## Task goal
Check each line of the listing below for the string "Saravia", then copy every line that has it.
[Start of section]
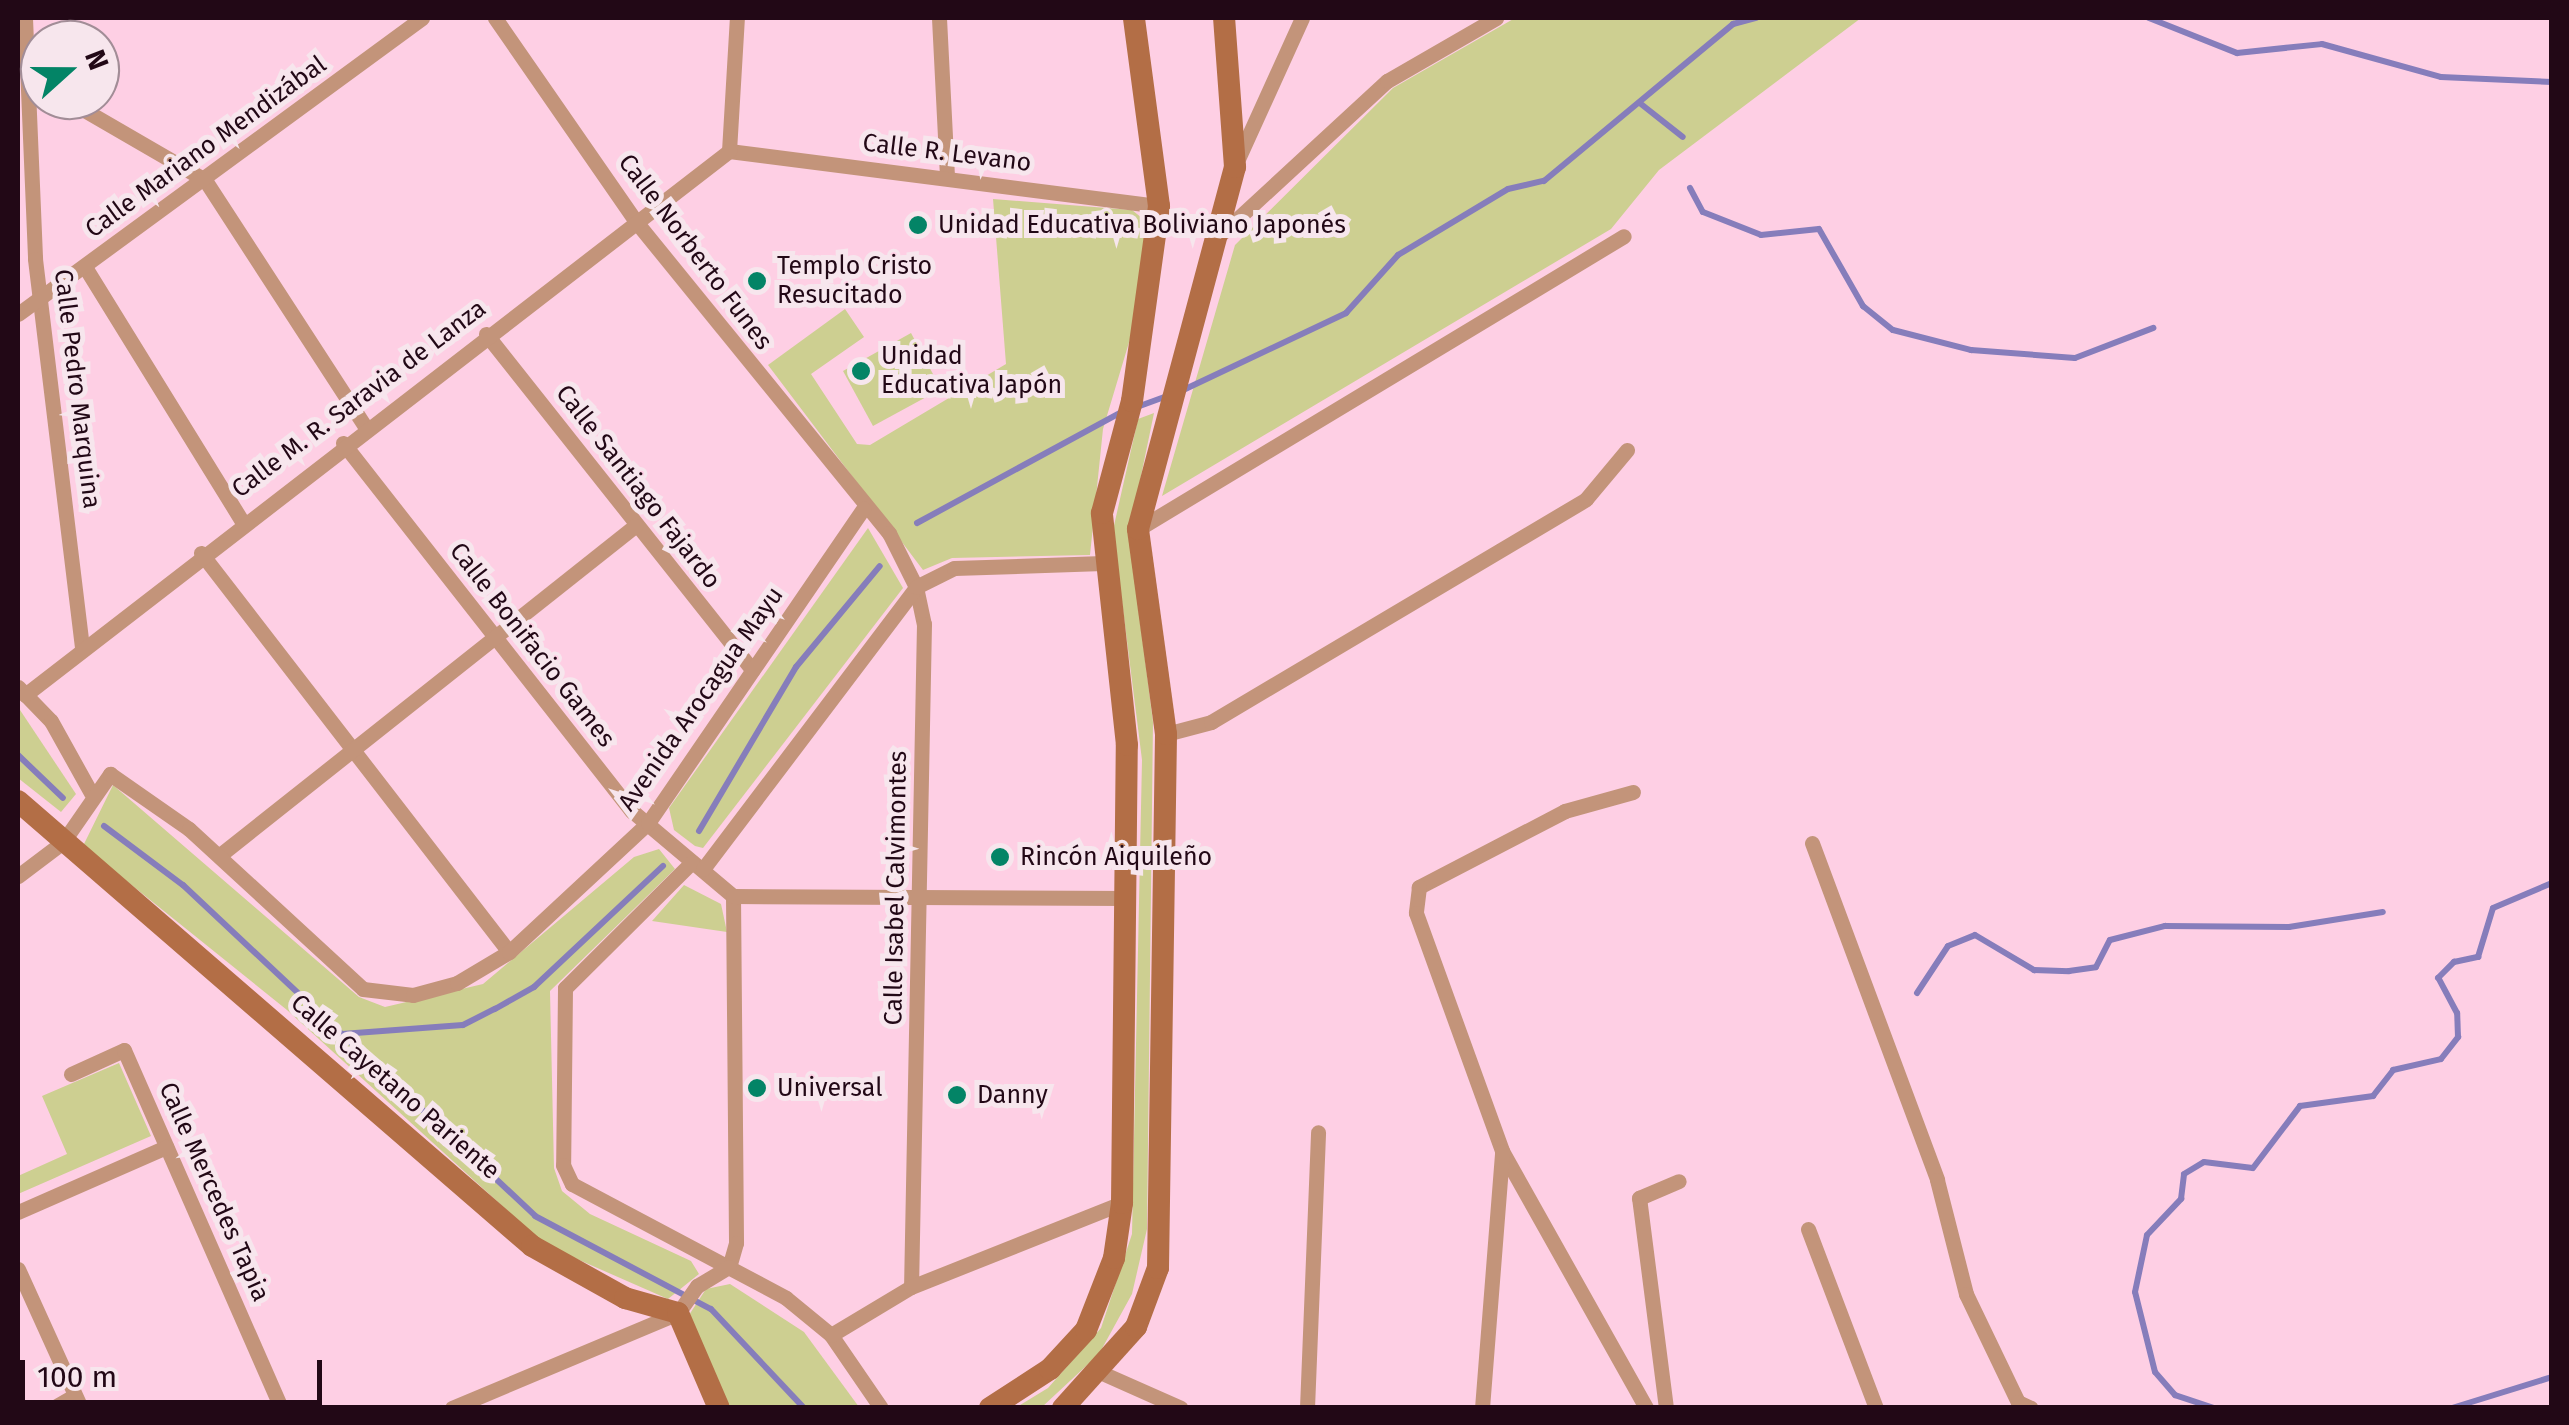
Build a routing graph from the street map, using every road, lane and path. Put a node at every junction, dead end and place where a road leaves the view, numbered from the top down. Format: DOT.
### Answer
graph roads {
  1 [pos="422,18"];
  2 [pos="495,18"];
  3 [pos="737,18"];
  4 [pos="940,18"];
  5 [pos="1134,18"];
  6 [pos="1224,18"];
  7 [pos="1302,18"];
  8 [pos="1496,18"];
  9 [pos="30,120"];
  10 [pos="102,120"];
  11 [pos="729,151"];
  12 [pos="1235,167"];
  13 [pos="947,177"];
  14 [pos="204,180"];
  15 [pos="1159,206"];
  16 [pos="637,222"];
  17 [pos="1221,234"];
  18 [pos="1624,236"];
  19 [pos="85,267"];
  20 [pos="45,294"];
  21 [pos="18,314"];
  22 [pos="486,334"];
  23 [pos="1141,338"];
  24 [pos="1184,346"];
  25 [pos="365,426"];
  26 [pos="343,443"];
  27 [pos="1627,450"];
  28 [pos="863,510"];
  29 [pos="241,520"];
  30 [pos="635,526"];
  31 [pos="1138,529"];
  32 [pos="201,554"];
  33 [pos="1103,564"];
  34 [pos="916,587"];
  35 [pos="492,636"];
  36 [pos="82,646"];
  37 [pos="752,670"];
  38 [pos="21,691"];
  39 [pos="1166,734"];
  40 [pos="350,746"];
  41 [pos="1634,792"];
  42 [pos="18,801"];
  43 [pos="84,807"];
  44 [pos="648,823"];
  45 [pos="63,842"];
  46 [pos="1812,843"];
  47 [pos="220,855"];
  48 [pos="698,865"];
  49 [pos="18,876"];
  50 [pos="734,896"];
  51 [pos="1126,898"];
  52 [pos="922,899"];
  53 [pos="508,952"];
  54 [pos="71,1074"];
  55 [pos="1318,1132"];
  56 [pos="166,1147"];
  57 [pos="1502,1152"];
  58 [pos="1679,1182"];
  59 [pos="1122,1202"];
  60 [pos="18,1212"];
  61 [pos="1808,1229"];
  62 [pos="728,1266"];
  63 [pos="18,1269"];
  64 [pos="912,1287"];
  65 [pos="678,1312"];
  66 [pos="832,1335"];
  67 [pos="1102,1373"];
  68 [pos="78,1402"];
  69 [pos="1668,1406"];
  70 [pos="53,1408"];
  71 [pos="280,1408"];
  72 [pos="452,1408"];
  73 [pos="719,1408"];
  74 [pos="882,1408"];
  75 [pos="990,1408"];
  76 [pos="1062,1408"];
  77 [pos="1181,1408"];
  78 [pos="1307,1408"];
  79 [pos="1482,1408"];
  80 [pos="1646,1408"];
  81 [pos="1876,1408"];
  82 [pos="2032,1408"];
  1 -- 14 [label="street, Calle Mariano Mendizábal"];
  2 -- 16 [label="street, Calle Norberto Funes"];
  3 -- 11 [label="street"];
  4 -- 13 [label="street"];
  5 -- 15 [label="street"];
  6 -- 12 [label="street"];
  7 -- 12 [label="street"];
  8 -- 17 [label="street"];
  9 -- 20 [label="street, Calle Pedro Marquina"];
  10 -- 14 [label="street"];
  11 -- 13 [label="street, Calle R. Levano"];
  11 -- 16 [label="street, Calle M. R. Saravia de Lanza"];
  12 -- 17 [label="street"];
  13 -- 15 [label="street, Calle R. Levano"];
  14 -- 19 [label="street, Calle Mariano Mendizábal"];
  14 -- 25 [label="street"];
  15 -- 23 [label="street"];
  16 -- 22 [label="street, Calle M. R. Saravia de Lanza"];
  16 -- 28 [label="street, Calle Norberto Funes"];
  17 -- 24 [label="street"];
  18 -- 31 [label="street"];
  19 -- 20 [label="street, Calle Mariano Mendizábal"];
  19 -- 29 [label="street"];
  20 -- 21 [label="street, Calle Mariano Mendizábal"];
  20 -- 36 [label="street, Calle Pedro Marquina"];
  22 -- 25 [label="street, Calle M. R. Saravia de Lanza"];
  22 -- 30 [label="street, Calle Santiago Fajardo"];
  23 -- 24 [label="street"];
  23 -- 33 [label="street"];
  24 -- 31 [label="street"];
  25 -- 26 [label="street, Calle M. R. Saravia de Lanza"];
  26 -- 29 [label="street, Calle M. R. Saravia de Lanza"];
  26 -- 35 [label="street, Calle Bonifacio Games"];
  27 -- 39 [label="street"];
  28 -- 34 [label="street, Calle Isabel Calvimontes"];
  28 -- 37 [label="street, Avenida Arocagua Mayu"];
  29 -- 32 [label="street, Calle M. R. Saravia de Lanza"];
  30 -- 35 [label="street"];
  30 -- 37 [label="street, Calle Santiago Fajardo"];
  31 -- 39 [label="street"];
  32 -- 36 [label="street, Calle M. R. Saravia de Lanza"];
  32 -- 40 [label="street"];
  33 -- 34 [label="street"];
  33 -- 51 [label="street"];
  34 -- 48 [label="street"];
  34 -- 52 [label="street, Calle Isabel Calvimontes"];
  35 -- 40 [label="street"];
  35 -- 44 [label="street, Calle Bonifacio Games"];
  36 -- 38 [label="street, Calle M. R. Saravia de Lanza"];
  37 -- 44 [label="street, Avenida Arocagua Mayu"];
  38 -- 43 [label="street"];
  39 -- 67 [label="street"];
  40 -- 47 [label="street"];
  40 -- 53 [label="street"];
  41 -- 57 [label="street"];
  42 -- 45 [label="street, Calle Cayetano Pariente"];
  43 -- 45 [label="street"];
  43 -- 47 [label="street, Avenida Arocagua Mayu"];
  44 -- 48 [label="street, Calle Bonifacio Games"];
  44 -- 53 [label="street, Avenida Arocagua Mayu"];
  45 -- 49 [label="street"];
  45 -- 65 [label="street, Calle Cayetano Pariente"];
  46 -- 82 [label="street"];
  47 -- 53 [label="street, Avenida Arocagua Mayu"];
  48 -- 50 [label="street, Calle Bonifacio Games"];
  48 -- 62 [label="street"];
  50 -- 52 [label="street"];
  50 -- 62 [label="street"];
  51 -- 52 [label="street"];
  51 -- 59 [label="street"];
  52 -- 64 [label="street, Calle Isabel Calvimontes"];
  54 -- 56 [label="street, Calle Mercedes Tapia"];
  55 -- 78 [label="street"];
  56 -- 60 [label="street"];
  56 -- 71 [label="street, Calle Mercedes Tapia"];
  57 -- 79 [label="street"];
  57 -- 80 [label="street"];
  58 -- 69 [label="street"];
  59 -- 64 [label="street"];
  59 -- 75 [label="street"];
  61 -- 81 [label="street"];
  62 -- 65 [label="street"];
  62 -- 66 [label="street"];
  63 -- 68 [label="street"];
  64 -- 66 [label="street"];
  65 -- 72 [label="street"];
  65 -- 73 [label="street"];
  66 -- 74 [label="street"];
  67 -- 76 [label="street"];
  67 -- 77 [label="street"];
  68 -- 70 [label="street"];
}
[End of section]
## Reply
  11 -- 16 [label="street, Calle M. R. Saravia de Lanza"];
  16 -- 22 [label="street, Calle M. R. Saravia de Lanza"];
  22 -- 25 [label="street, Calle M. R. Saravia de Lanza"];
  25 -- 26 [label="street, Calle M. R. Saravia de Lanza"];
  26 -- 29 [label="street, Calle M. R. Saravia de Lanza"];
  29 -- 32 [label="street, Calle M. R. Saravia de Lanza"];
  32 -- 36 [label="street, Calle M. R. Saravia de Lanza"];
  36 -- 38 [label="street, Calle M. R. Saravia de Lanza"];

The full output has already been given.